Entanglement negativity versus mutual information in the quantum Hall effect and beyond

We study two entanglement measures in a large family of systems including incompressible quantum Hall states: the logarithmic negativity (LN), and mutual information (MI). For pure states, obtained for example from a bipartition at zero temperature, these provide distinct characterizations of the entanglement present between two spatial subregions, while for mixed states (such as at finite temperature) only the LN remains a good entanglement measure. Our focus is on regions that have corners, either adjacent or tip-touching. We first obtain non-perturbative properties regarding the geometrical dependence of the LN and MI in a large family of isotropic states, including fractional quantum Hall states. A close similarity is observed with mutual charge fluctuations, where super-universal angle dependence holds. For the MI, we make stronger statements due to strong subadditivity.

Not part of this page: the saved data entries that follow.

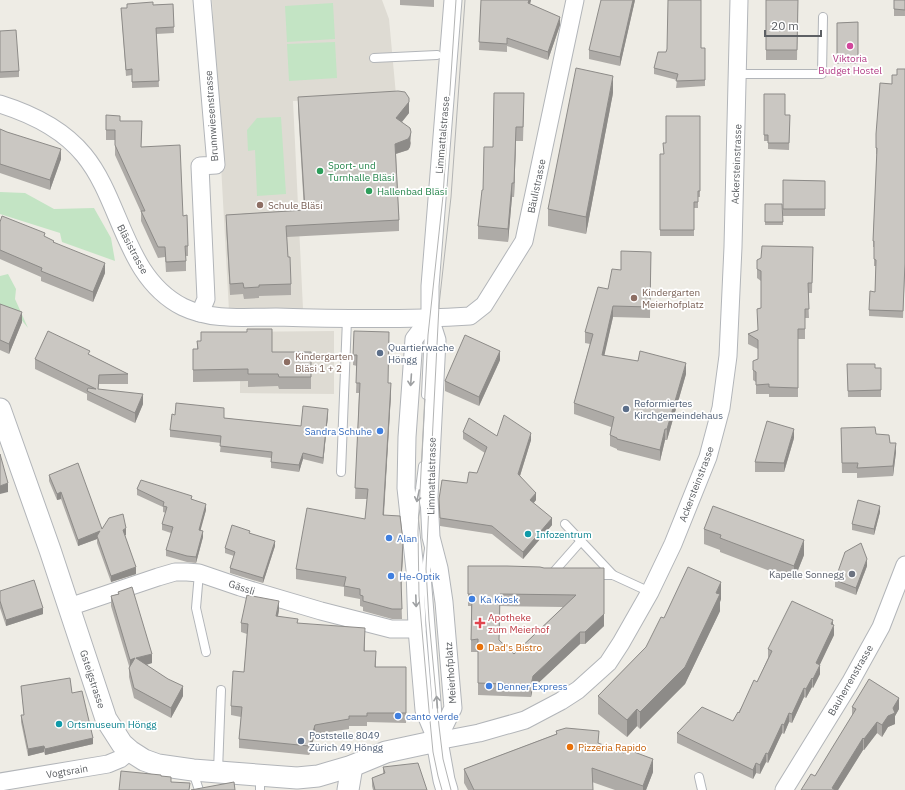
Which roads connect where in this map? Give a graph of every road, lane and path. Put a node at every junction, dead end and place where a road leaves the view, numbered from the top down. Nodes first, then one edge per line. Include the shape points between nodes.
1 (202, 0) edge
2 (453, 0) edge
3 (575, 0) edge
4 (739, 0) edge
5 (823, 17) dead end
6 (437, 55) dead end
7 (374, 58) dead end
8 (738, 74) junction
9 (0, 104) edge
10 (200, 313) junction
11 (430, 318) junction
12 (347, 319) junction
13 (0, 410) edge
14 (341, 472) dead end
15 (565, 524) dead end
16 (411, 534) junction
17 (431, 537) junction
18 (581, 541) junction
19 (905, 565) edge
20 (199, 573) junction
21 (551, 575) edge
22 (582, 575) edge
23 (613, 575) junction
24 (650, 592) junction
25 (69, 607) junction
26 (417, 629) junction
27 (206, 652) dead end
28 (222, 690) dead end
29 (437, 741) junction
30 (130, 751) junction
31 (352, 766) junction
32 (193, 770) junction
33 (218, 772) junction
34 (699, 777) dead end
35 (0, 782) edge
36 (260, 782) edge
37 (199, 790) edge
38 (348, 790) edge
39 (447, 790) edge
40 (702, 790) edge
41 (784, 790) edge

1 - 10 street, Brunnwiesenstrasse via 216,165 200,166 206,299
2 - 11 street, Limmattalstrasse via 432,258
3 - 11 street, Bäulistrasse via 524,241 484,306 470,316
4 - 8 street, Ackersteinstrasse
5 - 8 lane via 822,74
6 - 7 lane
8 - 24 street, Ackersteinstrasse via 734,240 728,356 721,408 708,457
9 - 10 street, Bläsistrasse via 19,110 55,128 85,155 98,176 134,253 153,284 184,307
10 - 12 street, Bläsistrasse via 228,318
11 - 12 street, Bläsistrasse
11 -> 16 street via 414,339 406,488
17 -> 11 street, Limmattalstrasse via 429,489 437,340
12 - 14 lane
13 - 25 street, Gsteigstrasse
15 - 18 lane
16 - 17 street
16 -> 26 street
17 - 29 street, Meierhofplatz via 444,602 453,708
18 - 21 lane
18 - 23 lane
19 - 41 street, Bauherrenstrasse via 880,627 854,676
20 - 25 street, Gässli via 175,572
20 - 26 street, Gässli via 377,626
20 - 27 lane via 196,608
22 - 23 lane
23 - 24 lane
24 - 29 street, Ackersteinstrasse via 622,644 608,663 578,690 525,720
25 - 30 street, Gsteigstrasse via 106,719 122,744
26 -> 29 street via 424,710
28 - 33 lane
29 - 31 street, Gsteigstrasse via 386,752
29 - 39 street
30 - 32 street, Gsteigstrasse via 158,765
30 - 35 street, Vogtsrain via 108,764
31 - 36 street, Gsteigstrasse via 318,776
31 - 38 street
32 - 33 street, Gsteigstrasse
32 - 37 lane
33 - 36 street, Gsteigstrasse
34 - 40 lane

We also give ramifications of our general analysis to conformal field theories (CFTs) in two spatial dimensions. We then explicitly verify these properties with integer quantum Hall states. To do so we develop two independent approaches to obtain the fermionic LN, which takes into account Fermi statistics: an overlap-matrix method, and a real-space lattice discretization. At finite temperature, we find a rapid decrease of the LN well inside the cyclotron gap at integer fillings. We further show that the LN decays faster compared to the MI at high temperatures.
Comment: 15+7 pages, 16+2 figures